Dataset entries:

****************

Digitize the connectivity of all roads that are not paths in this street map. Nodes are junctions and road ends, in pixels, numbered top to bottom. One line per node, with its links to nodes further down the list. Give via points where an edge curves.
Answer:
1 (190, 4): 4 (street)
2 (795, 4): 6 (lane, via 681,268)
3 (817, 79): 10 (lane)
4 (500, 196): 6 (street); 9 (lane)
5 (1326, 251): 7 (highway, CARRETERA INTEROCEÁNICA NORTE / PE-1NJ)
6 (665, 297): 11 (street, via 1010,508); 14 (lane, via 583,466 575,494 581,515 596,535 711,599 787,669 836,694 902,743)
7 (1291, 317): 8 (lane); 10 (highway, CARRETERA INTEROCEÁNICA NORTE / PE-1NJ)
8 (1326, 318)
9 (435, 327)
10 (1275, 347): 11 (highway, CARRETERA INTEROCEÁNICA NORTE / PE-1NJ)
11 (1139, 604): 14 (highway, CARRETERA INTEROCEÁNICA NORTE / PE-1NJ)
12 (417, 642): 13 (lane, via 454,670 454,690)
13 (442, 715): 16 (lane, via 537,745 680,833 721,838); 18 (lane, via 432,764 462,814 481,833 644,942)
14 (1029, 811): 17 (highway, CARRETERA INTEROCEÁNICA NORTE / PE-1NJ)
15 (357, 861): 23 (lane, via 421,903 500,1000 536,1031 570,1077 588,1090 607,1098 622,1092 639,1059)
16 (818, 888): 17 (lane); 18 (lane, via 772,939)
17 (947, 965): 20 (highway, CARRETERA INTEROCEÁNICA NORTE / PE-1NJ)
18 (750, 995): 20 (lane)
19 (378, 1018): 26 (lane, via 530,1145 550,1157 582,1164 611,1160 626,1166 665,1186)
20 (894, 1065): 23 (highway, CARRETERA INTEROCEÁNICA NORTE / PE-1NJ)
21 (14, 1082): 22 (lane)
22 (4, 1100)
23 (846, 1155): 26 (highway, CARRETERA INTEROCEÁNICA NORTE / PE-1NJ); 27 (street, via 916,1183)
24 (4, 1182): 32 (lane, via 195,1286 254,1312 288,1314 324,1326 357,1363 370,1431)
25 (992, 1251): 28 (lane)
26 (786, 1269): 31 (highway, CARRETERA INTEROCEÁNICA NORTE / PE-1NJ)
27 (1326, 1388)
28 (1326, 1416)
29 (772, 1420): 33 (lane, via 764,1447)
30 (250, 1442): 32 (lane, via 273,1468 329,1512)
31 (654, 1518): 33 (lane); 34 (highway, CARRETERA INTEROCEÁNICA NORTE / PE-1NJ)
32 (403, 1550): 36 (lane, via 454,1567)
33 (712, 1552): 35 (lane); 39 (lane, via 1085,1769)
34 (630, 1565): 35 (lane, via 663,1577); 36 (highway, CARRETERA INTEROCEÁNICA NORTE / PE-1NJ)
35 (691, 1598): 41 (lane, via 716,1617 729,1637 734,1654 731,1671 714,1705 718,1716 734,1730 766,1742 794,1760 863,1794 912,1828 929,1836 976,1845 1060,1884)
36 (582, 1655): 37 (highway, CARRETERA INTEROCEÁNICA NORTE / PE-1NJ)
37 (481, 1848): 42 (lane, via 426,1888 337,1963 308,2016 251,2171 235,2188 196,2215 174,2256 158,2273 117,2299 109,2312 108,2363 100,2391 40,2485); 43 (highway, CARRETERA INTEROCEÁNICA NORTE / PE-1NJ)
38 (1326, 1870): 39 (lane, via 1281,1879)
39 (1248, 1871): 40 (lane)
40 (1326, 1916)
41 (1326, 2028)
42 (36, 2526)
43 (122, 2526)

****************

YOUR GOAL
Each entry above is to be returned exactly as given.

TASK OUTPUT
Digitize the connectivity of all roads that are not paths in this street map. Nodes are junctions and road ends, in pixels, numbered top to bottom. One line per node, with its links to nodes further down the list. Give via points where an edge curves.
Answer:
1 (190, 4): 4 (street)
2 (795, 4): 6 (lane, via 681,268)
3 (817, 79): 10 (lane)
4 (500, 196): 6 (street); 9 (lane)
5 (1326, 251): 7 (highway, CARRETERA INTEROCEÁNICA NORTE / PE-1NJ)
6 (665, 297): 11 (street, via 1010,508); 14 (lane, via 583,466 575,494 581,515 596,535 711,599 787,669 836,694 902,743)
7 (1291, 317): 8 (lane); 10 (highway, CARRETERA INTEROCEÁNICA NORTE / PE-1NJ)
8 (1326, 318)
9 (435, 327)
10 (1275, 347): 11 (highway, CARRETERA INTEROCEÁNICA NORTE / PE-1NJ)
11 (1139, 604): 14 (highway, CARRETERA INTEROCEÁNICA NORTE / PE-1NJ)
12 (417, 642): 13 (lane, via 454,670 454,690)
13 (442, 715): 16 (lane, via 537,745 680,833 721,838); 18 (lane, via 432,764 462,814 481,833 644,942)
14 (1029, 811): 17 (highway, CARRETERA INTEROCEÁNICA NORTE / PE-1NJ)
15 (357, 861): 23 (lane, via 421,903 500,1000 536,1031 570,1077 588,1090 607,1098 622,1092 639,1059)
16 (818, 888): 17 (lane); 18 (lane, via 772,939)
17 (947, 965): 20 (highway, CARRETERA INTEROCEÁNICA NORTE / PE-1NJ)
18 (750, 995): 20 (lane)
19 (378, 1018): 26 (lane, via 530,1145 550,1157 582,1164 611,1160 626,1166 665,1186)
20 (894, 1065): 23 (highway, CARRETERA INTEROCEÁNICA NORTE / PE-1NJ)
21 (14, 1082): 22 (lane)
22 (4, 1100)
23 (846, 1155): 26 (highway, CARRETERA INTEROCEÁNICA NORTE / PE-1NJ); 27 (street, via 916,1183)
24 (4, 1182): 32 (lane, via 195,1286 254,1312 288,1314 324,1326 357,1363 370,1431)
25 (992, 1251): 28 (lane)
26 (786, 1269): 31 (highway, CARRETERA INTEROCEÁNICA NORTE / PE-1NJ)
27 (1326, 1388)
28 (1326, 1416)
29 (772, 1420): 33 (lane, via 764,1447)
30 (250, 1442): 32 (lane, via 273,1468 329,1512)
31 (654, 1518): 33 (lane); 34 (highway, CARRETERA INTEROCEÁNICA NORTE / PE-1NJ)
32 (403, 1550): 36 (lane, via 454,1567)
33 (712, 1552): 35 (lane); 39 (lane, via 1085,1769)
34 (630, 1565): 35 (lane, via 663,1577); 36 (highway, CARRETERA INTEROCEÁNICA NORTE / PE-1NJ)
35 (691, 1598): 41 (lane, via 716,1617 729,1637 734,1654 731,1671 714,1705 718,1716 734,1730 766,1742 794,1760 863,1794 912,1828 929,1836 976,1845 1060,1884)
36 (582, 1655): 37 (highway, CARRETERA INTEROCEÁNICA NORTE / PE-1NJ)
37 (481, 1848): 42 (lane, via 426,1888 337,1963 308,2016 251,2171 235,2188 196,2215 174,2256 158,2273 117,2299 109,2312 108,2363 100,2391 40,2485); 43 (highway, CARRETERA INTEROCEÁNICA NORTE / PE-1NJ)
38 (1326, 1870): 39 (lane, via 1281,1879)
39 (1248, 1871): 40 (lane)
40 (1326, 1916)
41 (1326, 2028)
42 (36, 2526)
43 (122, 2526)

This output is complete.